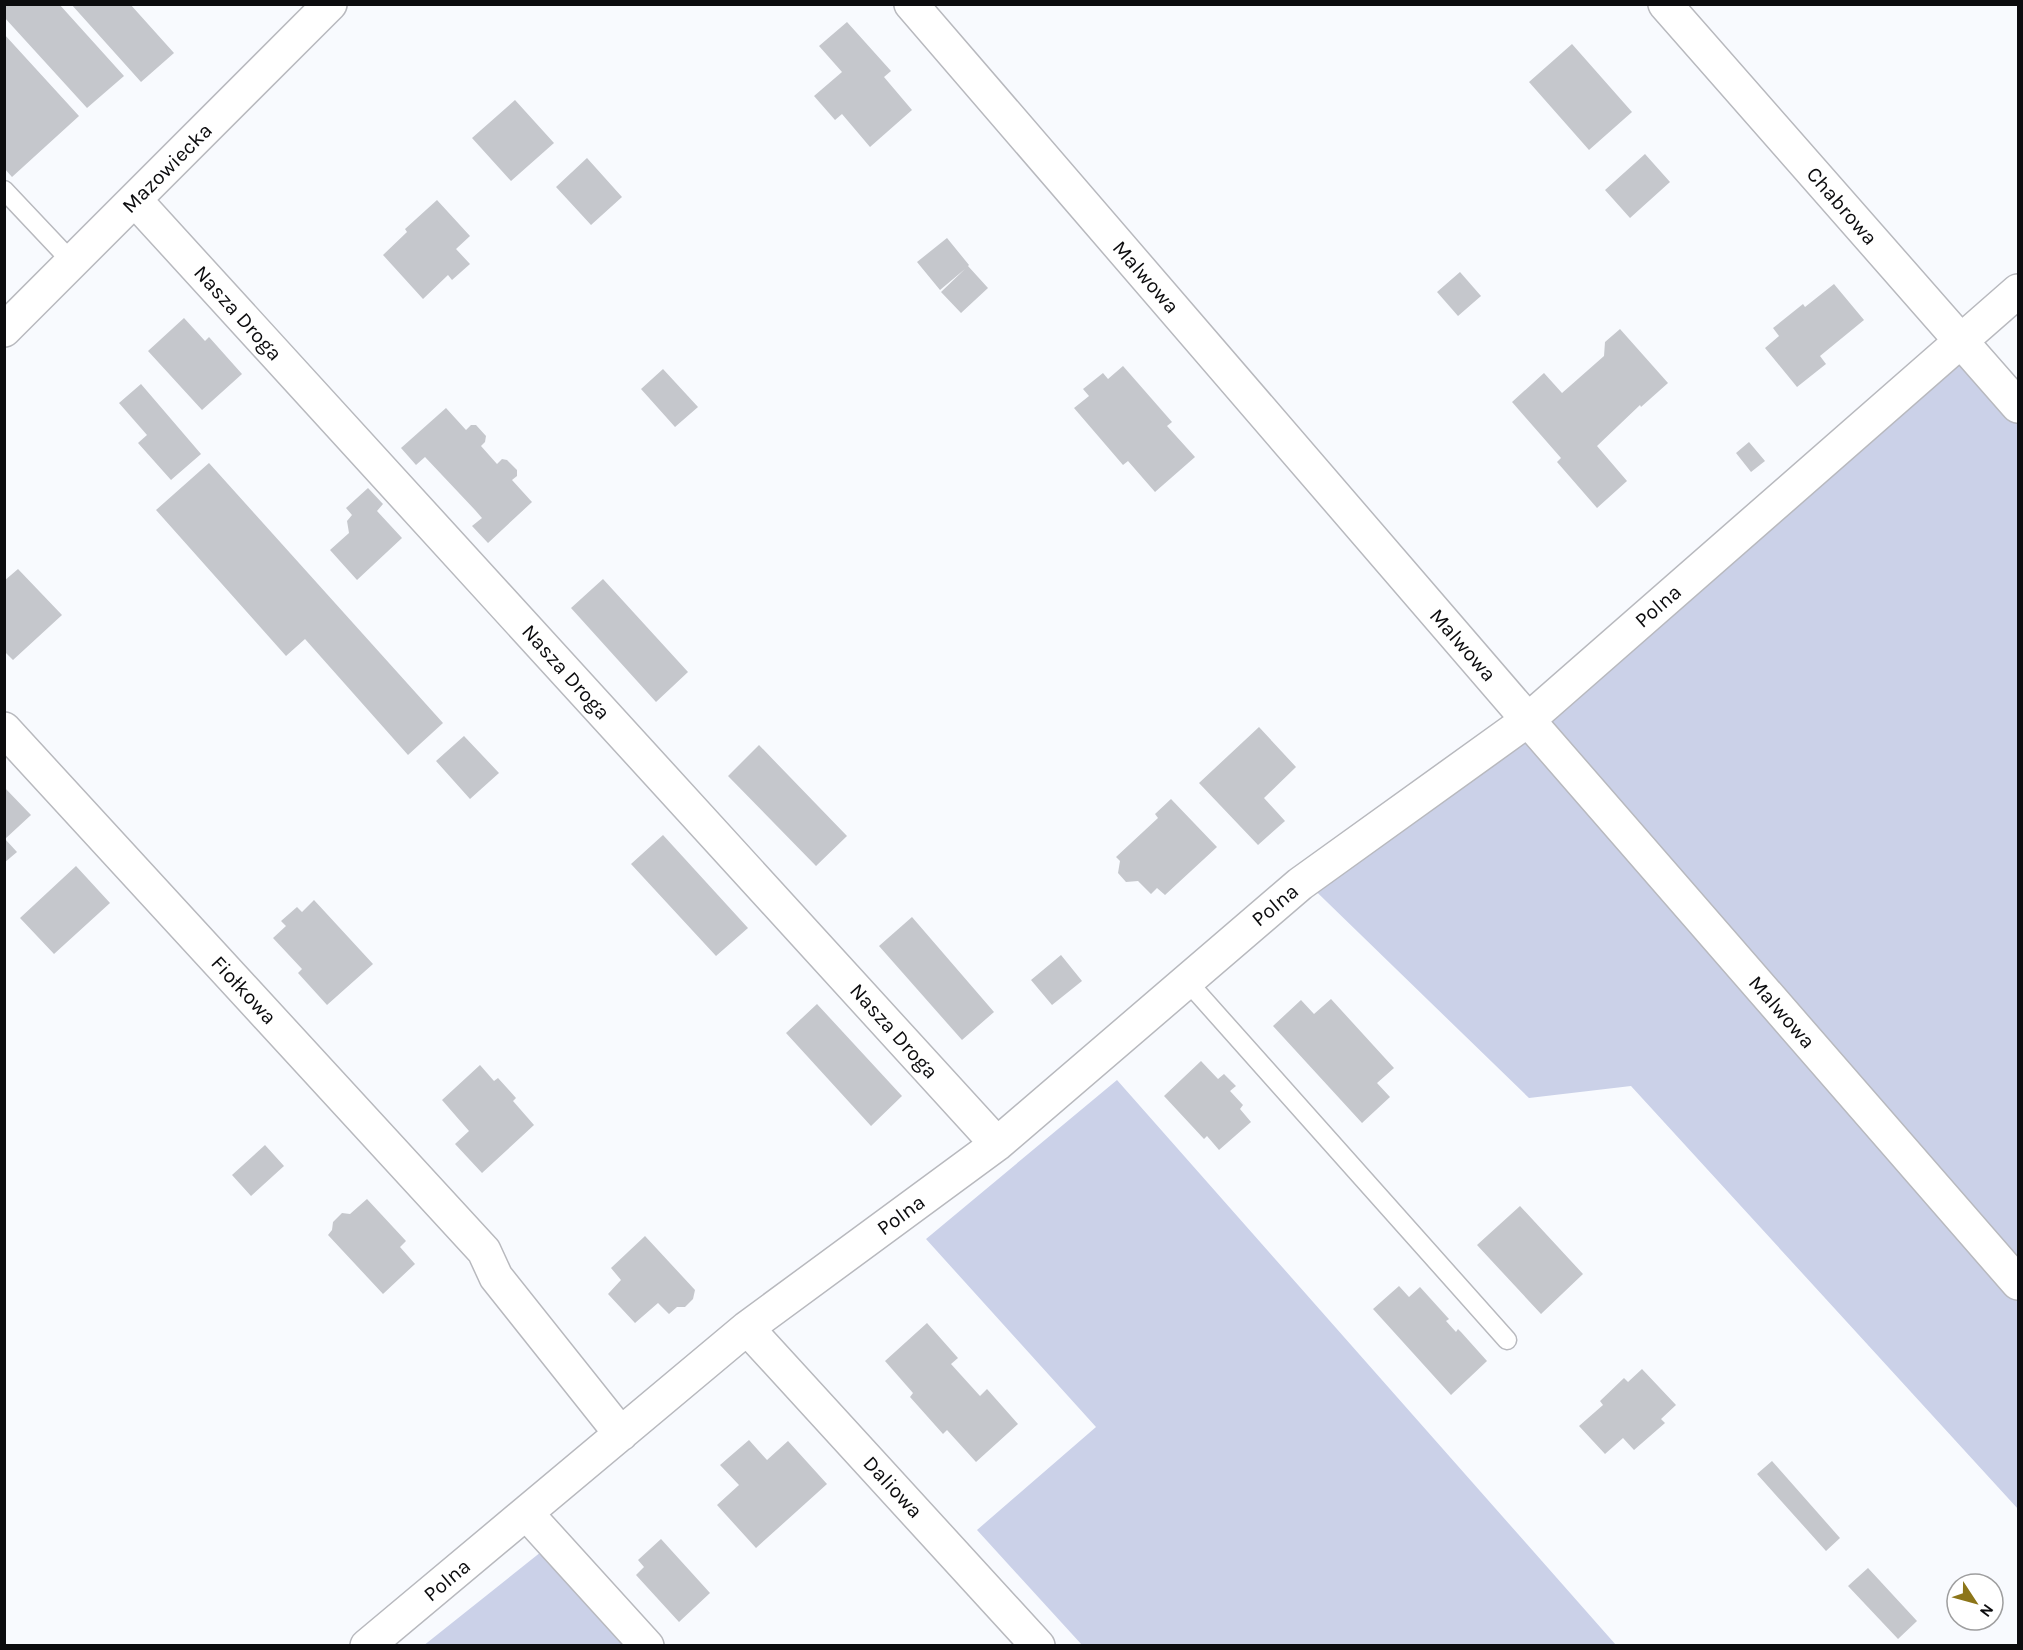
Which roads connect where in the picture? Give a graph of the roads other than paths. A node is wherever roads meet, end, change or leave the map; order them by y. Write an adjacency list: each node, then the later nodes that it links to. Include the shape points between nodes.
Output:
1 (330, 4): 5 (street, Mazowiecka)
2 (911, 4): 11 (street, Malwowa)
3 (1665, 4): 9 (street, Chabrowa)
4 (4, 190): 6 (lane)
5 (135, 200): 6 (street, Mazowiecka); 14 (street, Nasza Droga)
6 (72, 262): 8 (street, Mazowiecka)
7 (2019, 291): 9 (street, Polna)
8 (4, 330)
9 (1961, 341): 10 (street, Chabrowa); 11 (street, Polna)
10 (2019, 406)
11 (1528, 720): 13 (street, Polna, via 1300,884); 15 (street, Malwowa)
12 (4, 729): 18 (street, Fiołkowa, via 484,1251 496,1276)
13 (1187, 981): 14 (street, Polna); 17 (lane)
14 (997, 1144): 16 (street, Polna)
15 (2019, 1283)
16 (747, 1328): 18 (street, Polna); 22 (street, Daliowa)
17 (1507, 1340)
18 (621, 1434): 19 (street, Polna)
19 (527, 1514): 20 (street, Polna); 21 (street)
20 (367, 1646)
21 (647, 1646)
22 (1038, 1646)

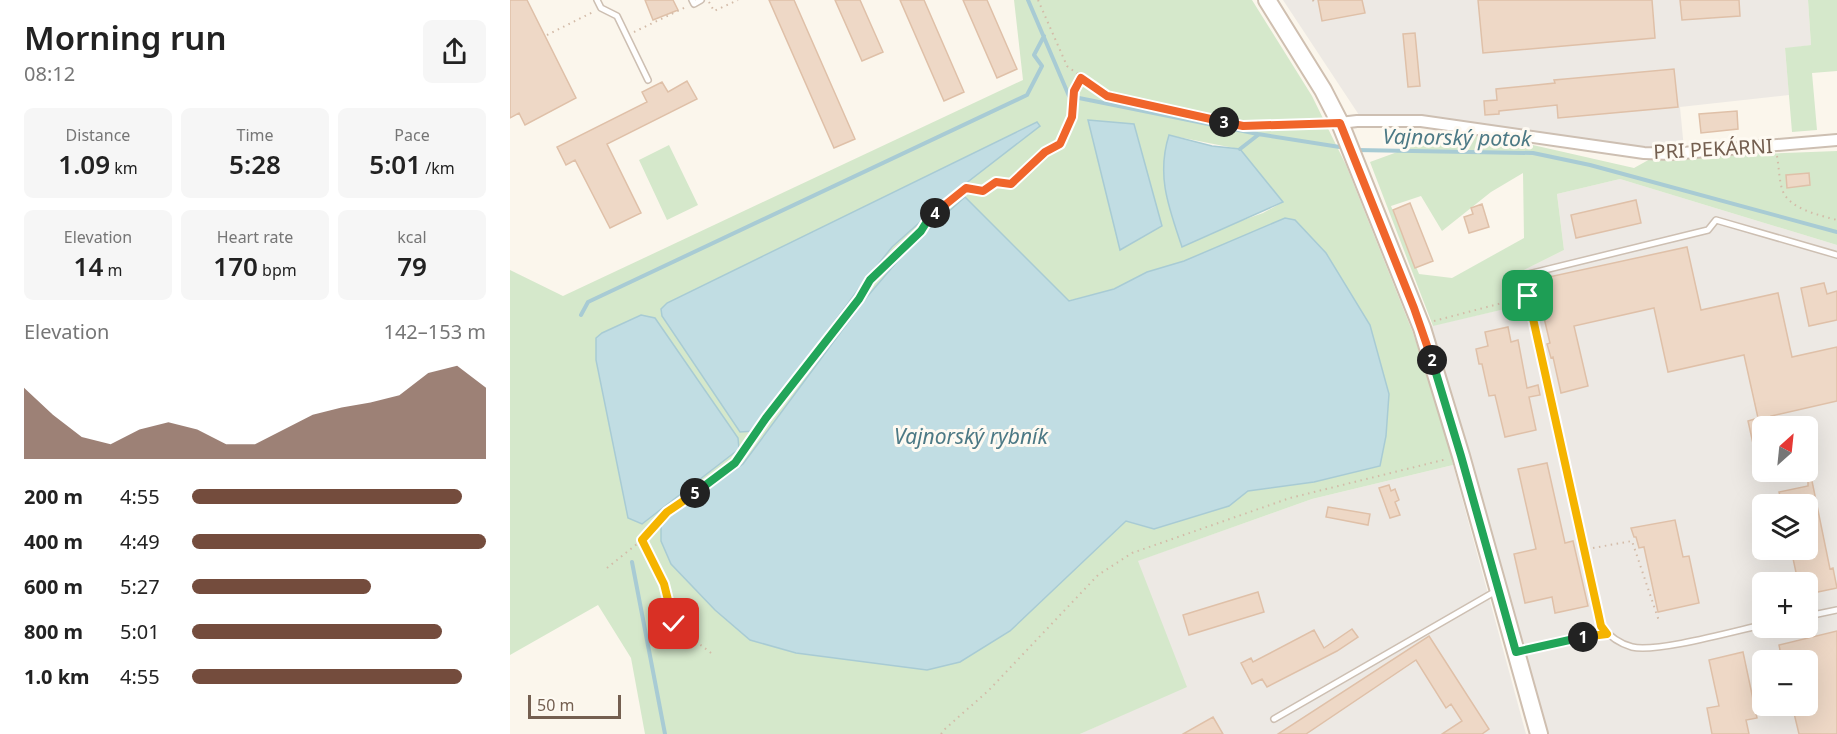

_ _ _ _ _ _ _

▶ Instructions to follow
Give back the listing unchanged. Strip out the pictures.

▶ Output of the task
Which roads connect where in the picture? Give a graph of the roads other than paths. A node is wherever roads meet, end, change or leave the map; order them by y. Write an adjacency list: each node, then the later nodes that it links to. Include the shape points between nodes.
Output:
1 (330, 4): 5 (street, Mazowiecka)
2 (911, 4): 11 (street, Malwowa)
3 (1665, 4): 9 (street, Chabrowa)
4 (4, 190): 6 (lane)
5 (135, 200): 6 (street, Mazowiecka); 14 (street, Nasza Droga)
6 (72, 262): 8 (street, Mazowiecka)
7 (2019, 291): 9 (street, Polna)
8 (4, 330)
9 (1961, 341): 10 (street, Chabrowa); 11 (street, Polna)
10 (2019, 406)
11 (1528, 720): 13 (street, Polna, via 1300,884); 15 (street, Malwowa)
12 (4, 729): 18 (street, Fiołkowa, via 484,1251 496,1276)
13 (1187, 981): 14 (street, Polna); 17 (lane)
14 (997, 1144): 16 (street, Polna)
15 (2019, 1283)
16 (747, 1328): 18 (street, Polna); 22 (street, Daliowa)
17 (1507, 1340)
18 (621, 1434): 19 (street, Polna)
19 (527, 1514): 20 (street, Polna); 21 (street)
20 (367, 1646)
21 (647, 1646)
22 (1038, 1646)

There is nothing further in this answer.